I sostenitori della cosiddetta democrazia illiberale dimenticano, in secondo luogo, che negli ordinamenti moderni la democrazia è posta su scale diverse, tanto che noi votiamo per i Consigli comunali, per quelli regionali, per il Parlamento nazionale e per il Parlamento europeo. Si può essere il primo partito in un Comune, in minoranza in una nazione; essere in minoranza in una Regione, in maggioranza a livello nazionale o europeo. Insomma, la storia e le costituzioni hanno configurato gli ordinamenti contemporanei fondandoli sulla volontà popolare e nello stesso tempo diffidando di essa, per cui hanno dato al popolo più voci, perché possa decidere in modi diversi, ed anche correggersi. Non, quindi, un solo vincitore, ma più vincitori. Non, quindi, la democrazia, ma le democrazie.
La nuova corrente democratico–populista dimentica, in terzo luogo, che quasi tutti gli eletti hanno tempi diversi. In Italia, i membri del Parlamento sono eletti per cinque anni, il presidente della Repubblica dura in carica sette anni, i giudici della Corte costituzionale nove. I Consigli comunali, quelli regionali, il Parlamento nazionale, il Parlamento europeo sono rinnovati in momenti diversi. Tutto questo per impedire che il potere pubblico diventi appannaggio esclusivo di una forza politica, perché si vuole preservare il pluralismo della società.

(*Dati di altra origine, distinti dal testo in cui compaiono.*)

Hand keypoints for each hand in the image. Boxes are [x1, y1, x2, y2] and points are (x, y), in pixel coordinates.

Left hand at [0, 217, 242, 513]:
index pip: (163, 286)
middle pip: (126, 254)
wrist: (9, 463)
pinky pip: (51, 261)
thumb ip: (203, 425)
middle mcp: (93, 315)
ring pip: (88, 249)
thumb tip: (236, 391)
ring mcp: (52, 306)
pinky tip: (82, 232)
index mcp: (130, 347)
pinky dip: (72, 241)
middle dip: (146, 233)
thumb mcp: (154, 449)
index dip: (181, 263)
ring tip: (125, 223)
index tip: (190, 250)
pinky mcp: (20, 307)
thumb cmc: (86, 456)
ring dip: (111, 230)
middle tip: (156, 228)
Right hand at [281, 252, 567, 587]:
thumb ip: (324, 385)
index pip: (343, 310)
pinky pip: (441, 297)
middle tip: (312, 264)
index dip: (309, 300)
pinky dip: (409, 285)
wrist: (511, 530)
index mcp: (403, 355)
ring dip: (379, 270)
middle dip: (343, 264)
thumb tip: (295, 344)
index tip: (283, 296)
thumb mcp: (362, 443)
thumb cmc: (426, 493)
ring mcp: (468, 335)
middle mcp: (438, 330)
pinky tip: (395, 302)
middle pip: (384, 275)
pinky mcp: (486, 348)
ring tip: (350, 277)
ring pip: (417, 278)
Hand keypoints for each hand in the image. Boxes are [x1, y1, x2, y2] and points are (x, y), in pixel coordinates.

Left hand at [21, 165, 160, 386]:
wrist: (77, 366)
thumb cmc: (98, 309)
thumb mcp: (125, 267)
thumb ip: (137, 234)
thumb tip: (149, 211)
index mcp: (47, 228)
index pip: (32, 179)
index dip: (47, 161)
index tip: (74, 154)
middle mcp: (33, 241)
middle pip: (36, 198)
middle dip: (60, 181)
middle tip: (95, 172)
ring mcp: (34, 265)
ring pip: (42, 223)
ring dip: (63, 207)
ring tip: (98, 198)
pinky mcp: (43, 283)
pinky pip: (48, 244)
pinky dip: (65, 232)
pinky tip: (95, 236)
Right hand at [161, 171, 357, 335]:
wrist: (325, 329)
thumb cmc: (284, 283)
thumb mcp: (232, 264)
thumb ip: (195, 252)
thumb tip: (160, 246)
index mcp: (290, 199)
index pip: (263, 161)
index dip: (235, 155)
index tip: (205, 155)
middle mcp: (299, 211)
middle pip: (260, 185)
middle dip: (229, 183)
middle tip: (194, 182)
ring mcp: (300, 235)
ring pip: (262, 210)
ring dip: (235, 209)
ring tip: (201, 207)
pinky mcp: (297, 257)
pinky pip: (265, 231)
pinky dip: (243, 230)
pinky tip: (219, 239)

L’ultima dimenticanza dei nemici delle libertà riguarda il lascito del liberalismo, principalmente la separazione dei poteri e la salvaguardia dei diritti fondamentali. Si capisce che ha fatto scuola il primo ministro ungherese Viktor Orbán, cultore dell’impossibile democrazia illiberale. La democrazia non può non essere liberale, non solo perché costituisce storicamente uno sviluppo del liberalismo, ma anche perché la partecipazione alle elezioni e il diritto di voto sarebbero un vuoto simulacro se non ci fossero insieme tutte le libertà, a cominciare da quelle di manifestazione del pensiero e di associazione, oltre a giudici indipendenti a loro tutela. E questi giudici debbono poter interpretare le leggi senza vincoli che provengano dall’esecutivo, e debbono eventualmente persino poter dubitare della loro legittimità e darne una interpretazione coerente con la Costituzione, oppure rimettere il giudizio alla Corte costituzionale, perché lo stesso valore della democrazia ha un limite nelle libertà e nei diritti.
Al ministro dell’Interno italiano, in particolare, vorremmo ricordare che non basta indossare la casacca della polizia o promettere assunzioni di nuove forze dell’ordine per essere un buon ministro dell’Interno. Invece di farsi immortalare con in braccio prima un mitra, poi un fucile, infine una pistola elettrica, farebbe bene a prendere esempio dal primo ministro dell’Interno dopo la proclamazione della Repubblica, Alcide De Gasperi, che fu un esempio di capacità politica e di misura nell’amministrare.